» **INSTRUCTIONS FOR THE TASK**:
All of the data that appears below is to be given again precisely as written.

Stored items

————

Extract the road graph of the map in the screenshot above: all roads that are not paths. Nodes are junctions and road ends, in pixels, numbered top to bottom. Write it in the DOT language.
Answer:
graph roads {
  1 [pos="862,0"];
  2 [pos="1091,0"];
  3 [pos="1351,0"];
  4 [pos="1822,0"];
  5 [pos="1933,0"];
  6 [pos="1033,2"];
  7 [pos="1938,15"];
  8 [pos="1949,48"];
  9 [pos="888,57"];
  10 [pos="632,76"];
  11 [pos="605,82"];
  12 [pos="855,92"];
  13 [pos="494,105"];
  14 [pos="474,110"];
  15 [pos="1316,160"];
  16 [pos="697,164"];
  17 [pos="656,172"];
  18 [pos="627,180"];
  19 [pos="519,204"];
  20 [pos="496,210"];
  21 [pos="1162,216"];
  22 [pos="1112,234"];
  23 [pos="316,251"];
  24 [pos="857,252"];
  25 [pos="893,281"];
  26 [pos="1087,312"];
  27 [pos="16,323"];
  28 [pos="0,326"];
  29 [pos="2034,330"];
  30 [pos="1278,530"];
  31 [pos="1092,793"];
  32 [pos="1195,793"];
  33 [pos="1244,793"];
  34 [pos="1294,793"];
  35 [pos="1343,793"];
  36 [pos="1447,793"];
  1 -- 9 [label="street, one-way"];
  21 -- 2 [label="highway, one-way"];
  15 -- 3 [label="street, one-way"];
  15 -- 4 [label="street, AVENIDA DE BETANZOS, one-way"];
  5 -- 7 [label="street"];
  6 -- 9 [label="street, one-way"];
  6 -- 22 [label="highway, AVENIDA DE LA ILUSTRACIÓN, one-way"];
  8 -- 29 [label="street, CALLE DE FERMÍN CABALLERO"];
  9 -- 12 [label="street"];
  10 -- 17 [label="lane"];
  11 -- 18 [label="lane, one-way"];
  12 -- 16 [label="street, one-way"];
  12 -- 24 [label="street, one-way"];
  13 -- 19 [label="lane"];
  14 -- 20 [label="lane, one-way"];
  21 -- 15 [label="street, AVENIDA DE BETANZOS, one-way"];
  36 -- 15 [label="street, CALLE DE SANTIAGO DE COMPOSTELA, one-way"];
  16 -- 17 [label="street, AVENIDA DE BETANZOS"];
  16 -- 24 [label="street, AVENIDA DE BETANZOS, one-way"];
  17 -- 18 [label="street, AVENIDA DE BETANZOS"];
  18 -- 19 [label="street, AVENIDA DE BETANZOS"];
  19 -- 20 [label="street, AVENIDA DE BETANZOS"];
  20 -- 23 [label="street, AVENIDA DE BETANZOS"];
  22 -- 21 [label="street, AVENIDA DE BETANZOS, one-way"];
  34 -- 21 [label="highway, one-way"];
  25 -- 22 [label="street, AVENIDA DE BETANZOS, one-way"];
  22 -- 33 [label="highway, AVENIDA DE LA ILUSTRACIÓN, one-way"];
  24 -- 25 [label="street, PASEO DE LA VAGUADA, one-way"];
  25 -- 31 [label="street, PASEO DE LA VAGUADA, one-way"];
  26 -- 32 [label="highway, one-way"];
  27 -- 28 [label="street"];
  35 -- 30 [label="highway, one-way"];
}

————

» **RESPONSE**:
Extract the road graph of the map in the screenshot above: all roads that are not paths. Nodes are junctions and road ends, in pixels, numbered top to bottom. Write it in the DOT language.
Answer:
graph roads {
  1 [pos="862,0"];
  2 [pos="1091,0"];
  3 [pos="1351,0"];
  4 [pos="1822,0"];
  5 [pos="1933,0"];
  6 [pos="1033,2"];
  7 [pos="1938,15"];
  8 [pos="1949,48"];
  9 [pos="888,57"];
  10 [pos="632,76"];
  11 [pos="605,82"];
  12 [pos="855,92"];
  13 [pos="494,105"];
  14 [pos="474,110"];
  15 [pos="1316,160"];
  16 [pos="697,164"];
  17 [pos="656,172"];
  18 [pos="627,180"];
  19 [pos="519,204"];
  20 [pos="496,210"];
  21 [pos="1162,216"];
  22 [pos="1112,234"];
  23 [pos="316,251"];
  24 [pos="857,252"];
  25 [pos="893,281"];
  26 [pos="1087,312"];
  27 [pos="16,323"];
  28 [pos="0,326"];
  29 [pos="2034,330"];
  30 [pos="1278,530"];
  31 [pos="1092,793"];
  32 [pos="1195,793"];
  33 [pos="1244,793"];
  34 [pos="1294,793"];
  35 [pos="1343,793"];
  36 [pos="1447,793"];
  1 -- 9 [label="street, one-way"];
  21 -- 2 [label="highway, one-way"];
  15 -- 3 [label="street, one-way"];
  15 -- 4 [label="street, AVENIDA DE BETANZOS, one-way"];
  5 -- 7 [label="street"];
  6 -- 9 [label="street, one-way"];
  6 -- 22 [label="highway, AVENIDA DE LA ILUSTRACIÓN, one-way"];
  8 -- 29 [label="street, CALLE DE FERMÍN CABALLERO"];
  9 -- 12 [label="street"];
  10 -- 17 [label="lane"];
  11 -- 18 [label="lane, one-way"];
  12 -- 16 [label="street, one-way"];
  12 -- 24 [label="street, one-way"];
  13 -- 19 [label="lane"];
  14 -- 20 [label="lane, one-way"];
  21 -- 15 [label="street, AVENIDA DE BETANZOS, one-way"];
  36 -- 15 [label="street, CALLE DE SANTIAGO DE COMPOSTELA, one-way"];
  16 -- 17 [label="street, AVENIDA DE BETANZOS"];
  16 -- 24 [label="street, AVENIDA DE BETANZOS, one-way"];
  17 -- 18 [label="street, AVENIDA DE BETANZOS"];
  18 -- 19 [label="street, AVENIDA DE BETANZOS"];
  19 -- 20 [label="street, AVENIDA DE BETANZOS"];
  20 -- 23 [label="street, AVENIDA DE BETANZOS"];
  22 -- 21 [label="street, AVENIDA DE BETANZOS, one-way"];
  34 -- 21 [label="highway, one-way"];
  25 -- 22 [label="street, AVENIDA DE BETANZOS, one-way"];
  22 -- 33 [label="highway, AVENIDA DE LA ILUSTRACIÓN, one-way"];
  24 -- 25 [label="street, PASEO DE LA VAGUADA, one-way"];
  25 -- 31 [label="street, PASEO DE LA VAGUADA, one-way"];
  26 -- 32 [label="highway, one-way"];
  27 -- 28 [label="street"];
  35 -- 30 [label="highway, one-way"];
}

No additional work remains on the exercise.